[TASK MATERIAL]

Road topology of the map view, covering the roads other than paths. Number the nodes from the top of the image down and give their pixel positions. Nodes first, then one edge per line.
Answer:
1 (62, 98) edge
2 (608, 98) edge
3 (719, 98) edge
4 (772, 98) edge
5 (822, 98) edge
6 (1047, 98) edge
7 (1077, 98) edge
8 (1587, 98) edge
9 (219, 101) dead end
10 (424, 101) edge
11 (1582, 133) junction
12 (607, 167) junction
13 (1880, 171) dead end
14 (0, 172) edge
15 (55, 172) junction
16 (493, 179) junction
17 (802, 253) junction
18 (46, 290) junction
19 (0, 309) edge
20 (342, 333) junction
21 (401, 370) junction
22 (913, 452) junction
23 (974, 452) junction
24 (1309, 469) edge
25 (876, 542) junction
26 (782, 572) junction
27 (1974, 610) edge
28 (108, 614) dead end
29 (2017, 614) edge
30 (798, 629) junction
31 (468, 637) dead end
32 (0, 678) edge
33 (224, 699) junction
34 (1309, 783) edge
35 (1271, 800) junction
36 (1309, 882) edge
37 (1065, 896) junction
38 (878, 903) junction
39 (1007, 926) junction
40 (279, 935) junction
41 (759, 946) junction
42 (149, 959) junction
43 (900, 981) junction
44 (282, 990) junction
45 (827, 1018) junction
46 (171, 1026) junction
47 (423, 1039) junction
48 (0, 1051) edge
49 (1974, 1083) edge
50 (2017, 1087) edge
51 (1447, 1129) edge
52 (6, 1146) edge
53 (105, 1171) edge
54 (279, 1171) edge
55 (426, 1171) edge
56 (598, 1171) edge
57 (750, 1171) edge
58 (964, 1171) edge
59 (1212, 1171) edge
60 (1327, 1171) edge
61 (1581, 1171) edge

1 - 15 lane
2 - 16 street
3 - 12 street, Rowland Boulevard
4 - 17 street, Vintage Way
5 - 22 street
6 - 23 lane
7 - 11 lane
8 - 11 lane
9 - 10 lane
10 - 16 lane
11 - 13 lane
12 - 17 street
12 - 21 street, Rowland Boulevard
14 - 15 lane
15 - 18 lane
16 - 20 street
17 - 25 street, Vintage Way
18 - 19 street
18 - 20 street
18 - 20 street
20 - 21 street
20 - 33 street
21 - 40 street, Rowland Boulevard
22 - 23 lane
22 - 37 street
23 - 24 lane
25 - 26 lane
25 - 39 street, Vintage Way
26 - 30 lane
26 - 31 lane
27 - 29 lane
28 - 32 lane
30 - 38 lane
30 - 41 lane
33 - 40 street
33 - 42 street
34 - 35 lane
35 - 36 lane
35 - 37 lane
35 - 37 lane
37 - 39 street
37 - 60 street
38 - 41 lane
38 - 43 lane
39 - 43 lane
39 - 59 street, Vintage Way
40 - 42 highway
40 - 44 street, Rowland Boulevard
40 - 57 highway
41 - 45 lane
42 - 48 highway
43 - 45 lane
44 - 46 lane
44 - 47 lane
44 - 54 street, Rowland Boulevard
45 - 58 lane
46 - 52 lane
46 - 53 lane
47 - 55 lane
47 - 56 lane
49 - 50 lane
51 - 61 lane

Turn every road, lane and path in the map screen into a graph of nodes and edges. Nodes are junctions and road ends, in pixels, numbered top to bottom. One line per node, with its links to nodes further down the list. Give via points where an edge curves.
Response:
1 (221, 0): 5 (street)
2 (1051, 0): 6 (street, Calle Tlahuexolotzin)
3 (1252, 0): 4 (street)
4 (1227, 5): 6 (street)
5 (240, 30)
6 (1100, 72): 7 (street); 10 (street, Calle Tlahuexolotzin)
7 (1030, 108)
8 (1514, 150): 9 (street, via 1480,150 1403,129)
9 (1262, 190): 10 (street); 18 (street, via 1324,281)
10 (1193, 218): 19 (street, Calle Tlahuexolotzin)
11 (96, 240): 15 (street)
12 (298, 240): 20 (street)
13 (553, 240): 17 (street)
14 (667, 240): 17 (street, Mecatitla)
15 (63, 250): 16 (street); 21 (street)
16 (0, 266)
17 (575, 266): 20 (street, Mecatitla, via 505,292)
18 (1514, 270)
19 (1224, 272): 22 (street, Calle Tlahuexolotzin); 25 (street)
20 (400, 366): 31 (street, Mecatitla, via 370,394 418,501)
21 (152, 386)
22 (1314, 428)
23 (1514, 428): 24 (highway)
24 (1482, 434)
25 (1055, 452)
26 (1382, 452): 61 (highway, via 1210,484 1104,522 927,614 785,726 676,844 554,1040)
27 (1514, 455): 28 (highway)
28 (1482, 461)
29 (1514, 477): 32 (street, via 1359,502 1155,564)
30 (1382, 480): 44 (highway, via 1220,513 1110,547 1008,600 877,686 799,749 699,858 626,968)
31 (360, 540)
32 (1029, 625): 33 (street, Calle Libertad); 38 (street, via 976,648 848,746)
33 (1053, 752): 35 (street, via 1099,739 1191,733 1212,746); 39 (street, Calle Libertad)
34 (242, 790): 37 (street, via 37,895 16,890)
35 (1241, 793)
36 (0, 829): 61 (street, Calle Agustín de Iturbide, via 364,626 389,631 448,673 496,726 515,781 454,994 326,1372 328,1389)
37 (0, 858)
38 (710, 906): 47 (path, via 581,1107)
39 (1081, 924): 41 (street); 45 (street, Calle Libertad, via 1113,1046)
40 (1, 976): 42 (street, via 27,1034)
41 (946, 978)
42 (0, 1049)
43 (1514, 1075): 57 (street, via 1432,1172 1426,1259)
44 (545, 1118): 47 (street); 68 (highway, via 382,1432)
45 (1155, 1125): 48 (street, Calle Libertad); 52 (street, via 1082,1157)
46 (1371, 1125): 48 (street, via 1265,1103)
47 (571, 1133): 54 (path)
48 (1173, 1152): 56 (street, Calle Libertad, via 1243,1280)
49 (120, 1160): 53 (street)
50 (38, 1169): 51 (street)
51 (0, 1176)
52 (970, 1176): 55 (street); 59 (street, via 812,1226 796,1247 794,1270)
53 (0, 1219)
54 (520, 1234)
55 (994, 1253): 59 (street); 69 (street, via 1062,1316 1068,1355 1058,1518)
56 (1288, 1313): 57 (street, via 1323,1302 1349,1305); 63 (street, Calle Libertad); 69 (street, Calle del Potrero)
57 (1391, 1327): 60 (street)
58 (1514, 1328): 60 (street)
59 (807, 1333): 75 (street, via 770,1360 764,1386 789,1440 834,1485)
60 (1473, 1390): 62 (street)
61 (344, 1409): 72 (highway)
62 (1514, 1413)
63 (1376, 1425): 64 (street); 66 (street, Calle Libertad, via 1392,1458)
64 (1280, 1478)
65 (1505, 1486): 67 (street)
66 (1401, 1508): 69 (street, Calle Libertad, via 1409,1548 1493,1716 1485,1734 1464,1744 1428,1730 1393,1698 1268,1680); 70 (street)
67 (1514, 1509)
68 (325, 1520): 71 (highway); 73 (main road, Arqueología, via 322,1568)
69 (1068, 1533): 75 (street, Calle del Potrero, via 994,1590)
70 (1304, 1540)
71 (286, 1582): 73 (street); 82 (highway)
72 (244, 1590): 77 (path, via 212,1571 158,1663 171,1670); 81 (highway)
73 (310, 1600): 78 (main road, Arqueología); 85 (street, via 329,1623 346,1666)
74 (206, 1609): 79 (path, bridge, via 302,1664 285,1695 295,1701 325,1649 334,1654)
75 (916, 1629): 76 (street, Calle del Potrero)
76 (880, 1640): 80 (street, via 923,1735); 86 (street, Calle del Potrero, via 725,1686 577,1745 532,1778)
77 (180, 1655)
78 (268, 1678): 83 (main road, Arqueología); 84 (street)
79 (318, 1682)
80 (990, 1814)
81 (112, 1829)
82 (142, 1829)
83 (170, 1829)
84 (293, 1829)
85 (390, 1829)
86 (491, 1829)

[/TASK MATERIAL]

> _EXERCISE BRIEF_
What must be returned is only the number of lines in the records that hold the word "Nodes".

> _WRITTEN SOLUTION_
2